Entretanto, o Governo espanhol adiantou que, neste momento, todas as pessoas que permanecem a bordo do "MV Hondius" continuam sem sinais de infeção por hantavírus.
Viagem do navio, repatriamento e meios disponíveis
O paquete, onde se registaram casos entre passageiros e elementos da tripulação que já não se encontram a bordo, deixou Cabo Verde na quarta-feira, depois de ter estado em quarentena.
O navio segue agora rumo às ilhas espanholas das Canárias, por ser o porto mais próximo que a OMS considerou reunir as condições técnicas necessárias para garantir, em segurança, o desembarque e o repatriamento de mais de 140 pessoas de 23 nacionalidades que ainda estão no "MV Hondius".
Segundo a mesma fonte, a operação de desembarque e repatriamento - inicialmente apontada para começar na segunda-feira - está a ser organizada para decorrer com a maior celeridade possível, incluindo a hipótese de o navio chegar mais cedo a Tenerife.
A diretora da proteção civil espanhola, Virginia Barcones, explicou que o plano inicial passava por desembarcar em Tenerife e repatriar, a partir da ilha, todas as pessoas presentes no barco; no entanto, deverão afinal permanecer no paquete pelo menos 30 tripulantes, que retomarão de imediato a viagem para conduzir o "MV Hondius" até aos Países Baixos, com alguns tripulantes a bordo.

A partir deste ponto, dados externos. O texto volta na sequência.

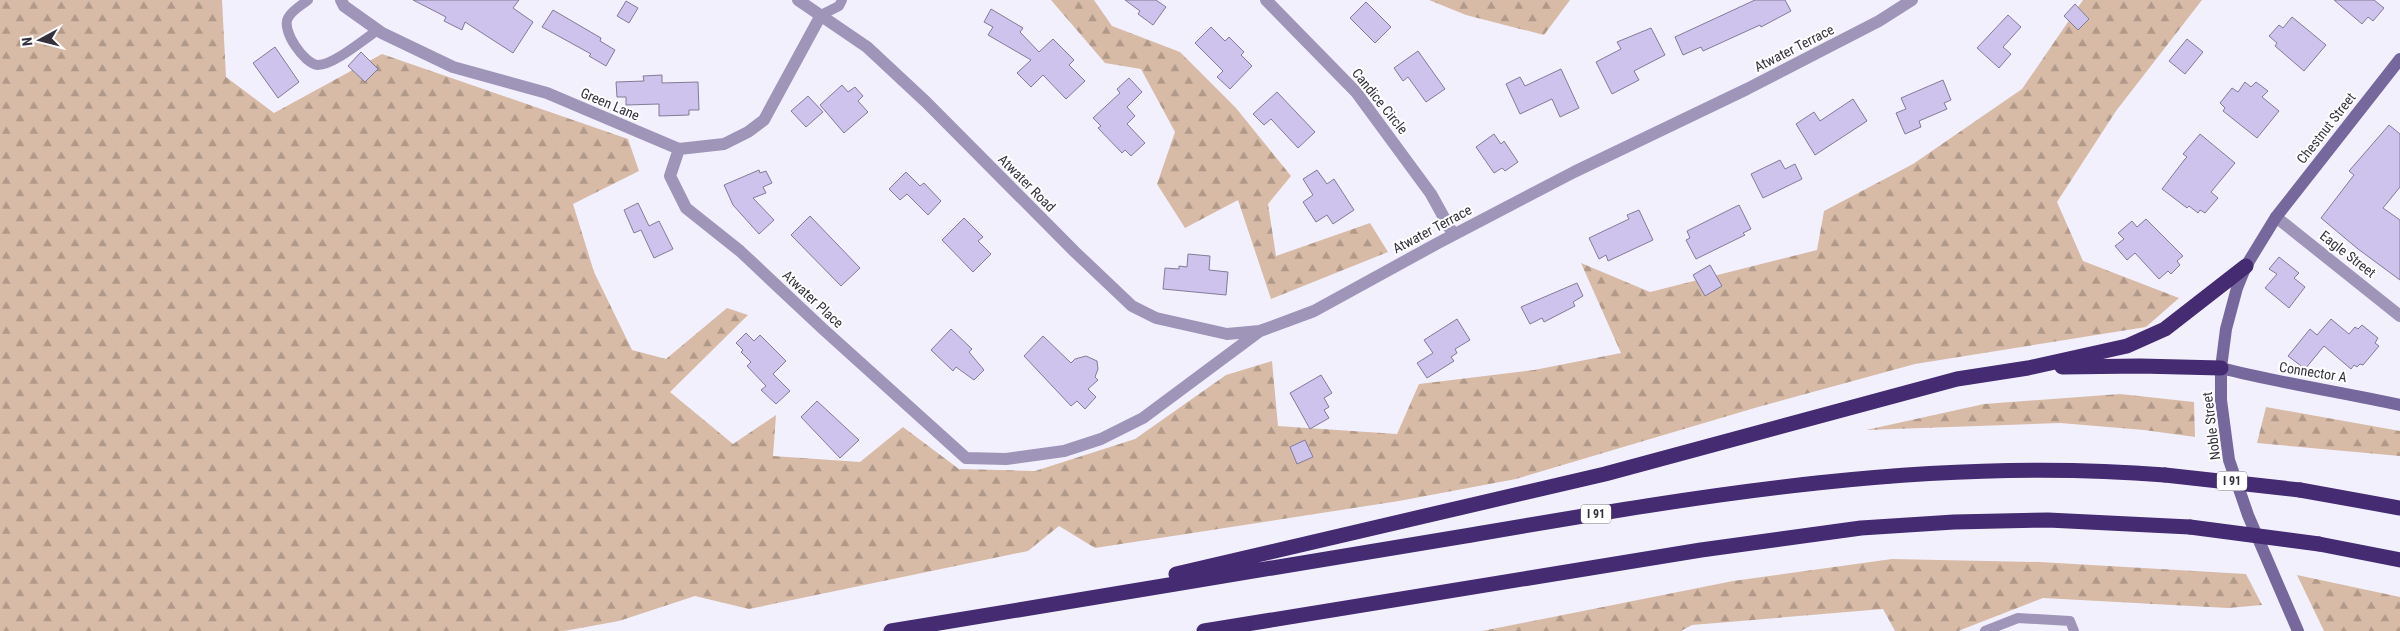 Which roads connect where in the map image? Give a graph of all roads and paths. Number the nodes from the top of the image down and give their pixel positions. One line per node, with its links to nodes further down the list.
1 (308, 0): 8 (lane)
2 (341, 0): 8 (street, Green Lane)
3 (798, 0): 7 (street, Atwater Road)
4 (842, 0): 7 (lane)
5 (1266, 0): 12 (street, Candice Circle)
6 (1912, 0): 12 (street, Atwater Terrace)
7 (821, 15): 10 (street, Green Lane); 15 (street, Atwater Road)
8 (378, 30): 10 (street, Green Lane)
9 (2400, 58): 11 (main road, Chestnut Street)
10 (679, 149): 19 (street, Atwater Place)
11 (2276, 217): 13 (main road, Noble Street); 14 (street, Eagle Street)
12 (1454, 234): 15 (street, Atwater Terrace)
13 (2246, 266): 16 (highway); 17 (main road, Noble Street)
14 (2400, 316)
15 (1260, 331): 19 (street, Atwater Terrace)
16 (2028, 368): 17 (highway); 24 (highway)
17 (2221, 368): 18 (main road, Connector A); 29 (main road, Noble Street)
18 (2400, 405)
19 (966, 458)
20 (2400, 508): 24 (highway, I 91, bridge)
21 (2363, 552): 22 (highway); 23 (highway); 26 (highway, bridge)
22 (2400, 560)
23 (2400, 567)
24 (1031, 608): 25 (highway, I 91)
25 (891, 631)
26 (1204, 631)
27 (1985, 631): 28 (lane)
28 (2074, 631)
29 (2298, 631) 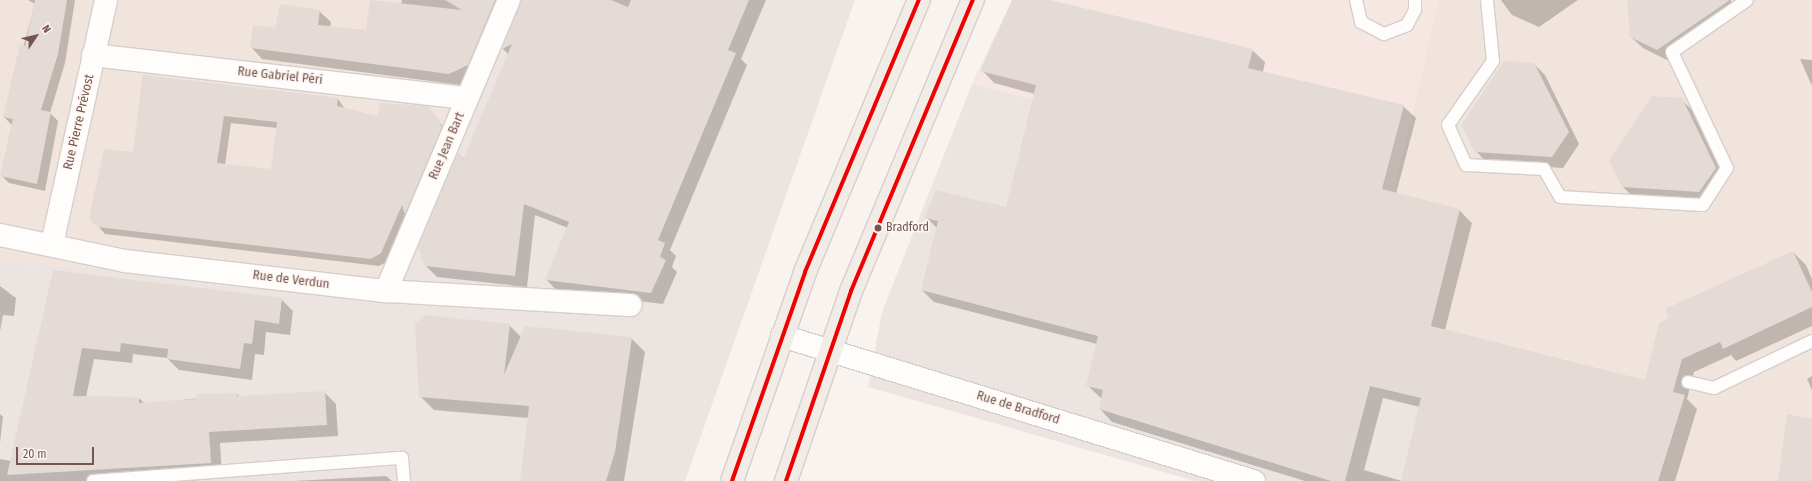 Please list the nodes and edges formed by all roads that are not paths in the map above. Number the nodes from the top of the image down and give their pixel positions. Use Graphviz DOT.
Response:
graph roads {
  1 [pos="106,0"];
  2 [pos="509,0"];
  3 [pos="920,0"];
  4 [pos="973,0"];
  5 [pos="1356,0"];
  6 [pos="1415,0"];
  7 [pos="1487,0"];
  8 [pos="1747,0"];
  9 [pos="94,55"];
  10 [pos="468,98"];
  11 [pos="0,235"];
  12 [pos="52,244"];
  13 [pos="386,291"];
  14 [pos="631,305"];
  15 [pos="782,336"];
  16 [pos="1812,342"];
  17 [pos="831,351"];
  18 [pos="1688,382"];
  19 [pos="93,481"];
  20 [pos="404,481"];
  21 [pos="732,481"];
  22 [pos="786,481"];
  23 [pos="1254,481"];
  1 -- 9 [label="street, Rue Pierre Prévost"];
  2 -- 10 [label="street, Rue Jean Bart"];
  3 -- 15 [label="main road"];
  4 -- 17 [label="main road"];
  5 -- 6 [label="lane"];
  7 -- 8 [label="lane"];
  9 -- 10 [label="street, Rue Gabriel Péri"];
  9 -- 12 [label="street, Rue Pierre Prévost"];
  10 -- 13 [label="street, Rue Jean Bart"];
  11 -- 12 [label="street, Rue de Verdun"];
  12 -- 13 [label="street, Rue de Verdun"];
  13 -- 14 [label="street, Rue de Verdun"];
  15 -- 17 [label="street, Rue de Bradford"];
  15 -- 21 [label="main road"];
  16 -- 18 [label="lane"];
  17 -- 22 [label="main road"];
  17 -- 23 [label="street, Rue de Bradford"];
  19 -- 20 [label="lane"];
} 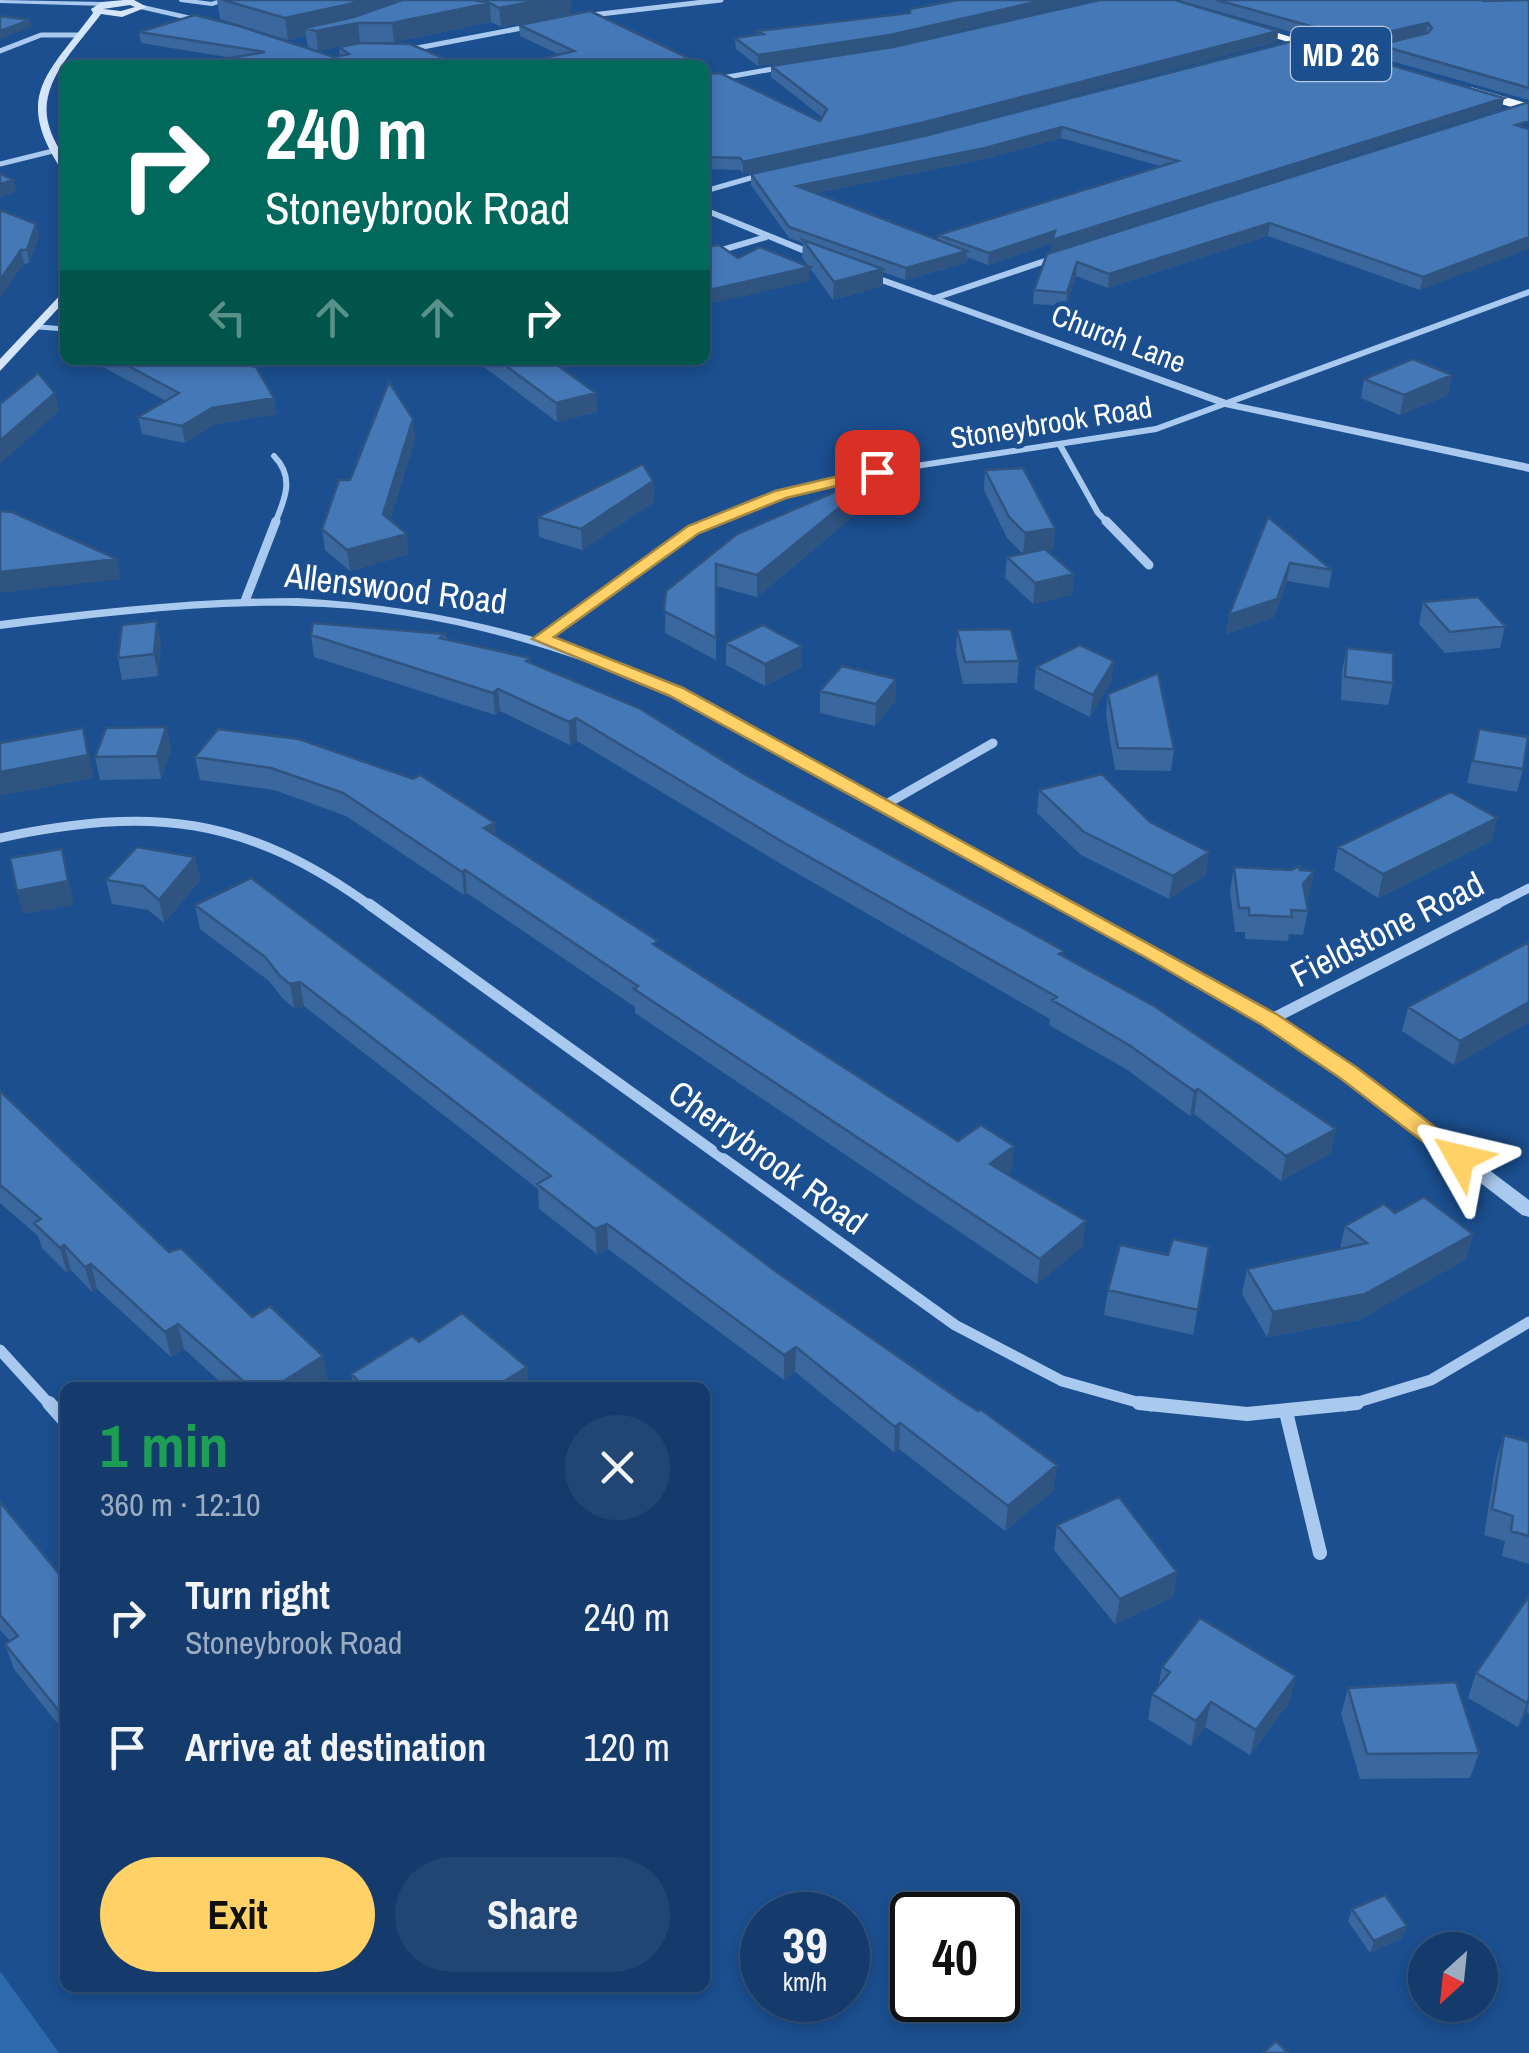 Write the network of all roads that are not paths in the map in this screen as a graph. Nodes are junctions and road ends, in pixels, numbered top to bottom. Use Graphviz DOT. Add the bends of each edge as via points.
graph roads {
  1 [pos="181,0"];
  2 [pos="222,0"];
  3 [pos="721,0"];
  4 [pos="0,1"];
  5 [pos="110,2"];
  6 [pos="49,3"];
  7 [pos="139,3"];
  8 [pos="96,12"];
  9 [pos="126,14"];
  10 [pos="184,17"];
  11 [pos="579,17"];
  12 [pos="214,23"];
  13 [pos="1234,23"];
  14 [pos="545,24"];
  15 [pos="83,33"];
  16 [pos="1300,42"];
  17 [pos="1281,47"];
  18 [pos="1388,48"];
  19 [pos="400,49"];
  20 [pos="0,51"];
  21 [pos="1352,57"];
  22 [pos="791,66"];
  23 [pos="1388,68"];
  24 [pos="710,79"];
  25 [pos="1458,88"];
  26 [pos="1528,108"];
  27 [pos="1508,113"];
  28 [pos="59,149"];
  29 [pos="0,164"];
  30 [pos="773,172"];
  31 [pos="710,190"];
  32 [pos="710,212"];
  33 [pos="766,238"];
  34 [pos="710,254"];
  35 [pos="1066,254"];
  36 [pos="835,263"];
  37 [pos="852,269"];
  38 [pos="1529,292"];
  39 [pos="936,298"];
  40 [pos="60,300"];
  41 [pos="39,327"];
  42 [pos="60,329"];
  43 [pos="0,367"];
  44 [pos="1229,406"];
  45 [pos="1060,445"];
  46 [pos="274,456"];
  47 [pos="1529,468"];
  48 [pos="1149,565"];
  49 [pos="245,601"];
  50 [pos="0,625"];
  51 [pos="541,639"];
  52 [pos="993,743"];
  53 [pos="883,806"];
  54 [pos="0,838"];
  55 [pos="1529,888"];
  56 [pos="1270,1020"];
  57 [pos="1529,1210"];
  58 [pos="1529,1322"];
  59 [pos="0,1350"];
  60 [pos="1286,1412"];
  61 [pos="60,1416"];
  62 [pos="1320,1553"];
  1 -- 2 [label="lane"];
  3 -- 11 [label="street"];
  4 -- 6 [label="street"];
  5 -- 6 [label="street"];
  5 -- 7 [label="main road"];
  5 -- 8 [label="main road"];
  6 -- 8 [label="street"];
  7 -- 9 [label="main road"];
  7 -- 10 [label="street"];
  8 -- 9 [label="main road"];
  8 -- 15 [label="main road"];
  9 -- 10 [label="street"];
  9 -- 15 [label="main road"];
  10 -- 12 [label="street"];
  13 -- 16 [label="main road, MD 26"];
  14 -- 19 [label="street"];
  15 -- 20 [label="street" via="41,35"];
  15 -- 28 [label="main road" via="48,74 41,98 40,119"];
  16 -- 17 [label="street"];
  16 -- 21 [label="main road, MD 26"];
  18 -- 21 [label="lane"];
  21 -- 23 [label="main road, MD 26"];
  22 -- 24 [label="street"];
  25 -- 26 [label="main road"];
  26 -- 27 [label="street"];
  28 -- 29 [label="street"];
  30 -- 31 [label="street"];
  32 -- 33 [label="street"];
  33 -- 34 [label="street"];
  33 -- 36 [label="street"];
  35 -- 39 [label="street"];
  37 -- 39 [label="street, Church Lane"];
  38 -- 44 [label="street, Stoneybrook Road"];
  39 -- 44 [label="street, Church Lane"];
  40 -- 41 [label="main road"];
  41 -- 42 [label="lane"];
  41 -- 43 [label="main road"];
  44 -- 45 [label="street, Stoneybrook Road" via="1156,429"];
  44 -- 47 [label="street, Church Lane"];
  45 -- 48 [label="street" via="1098,513"];
  45 -- 51 [label="street, Stoneybrook Road" via="828,481 733,511 659,551"];
  46 -- 49 [label="street" via="284,466 288,490"];
  49 -- 50 [label="street, Allenswood Road"];
  49 -- 51 [label="street, Allenswood Road" via="416,613"];
  51 -- 53 [label="street, Allenswood Road" via="676,692"];
  52 -- 53 [label="street"];
  53 -- 56 [label="street, Allenswood Road"];
  54 -- 60 [label="street, Cherrybrook Road" via="147,819 246,834 288,851 955,1325 1020,1363 1147,1406"];
  55 -- 56 [label="street, Fieldstone Road"];
  56 -- 57 [label="street, Allenswood Road"];
  58 -- 60 [label="street, Cherrybrook Road" via="1414,1387 1354,1405"];
  59 -- 61 [label="street"];
  60 -- 62 [label="street"];
}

Vários países - entre os quais Estados Unidos, Reino Unido, França e Alemanha - já indicaram que vão enviar aviões para Tenerife com o objetivo de repatriar os respetivos cidadãos que se encontram no cruzeiro.
Virginia Barcones referiu ainda que, no âmbito do mecanismo europeu de proteção civil, já foram disponibilizados meios aéreos de vários países para transportar passageiros e tripulantes até aos seus locais de residência.
Por fim, ficou estabelecido que os Países Baixos assumirão o repatriamento de todos os casos que não obtenham resposta através de aviões nacionais ou do mecanismo europeu.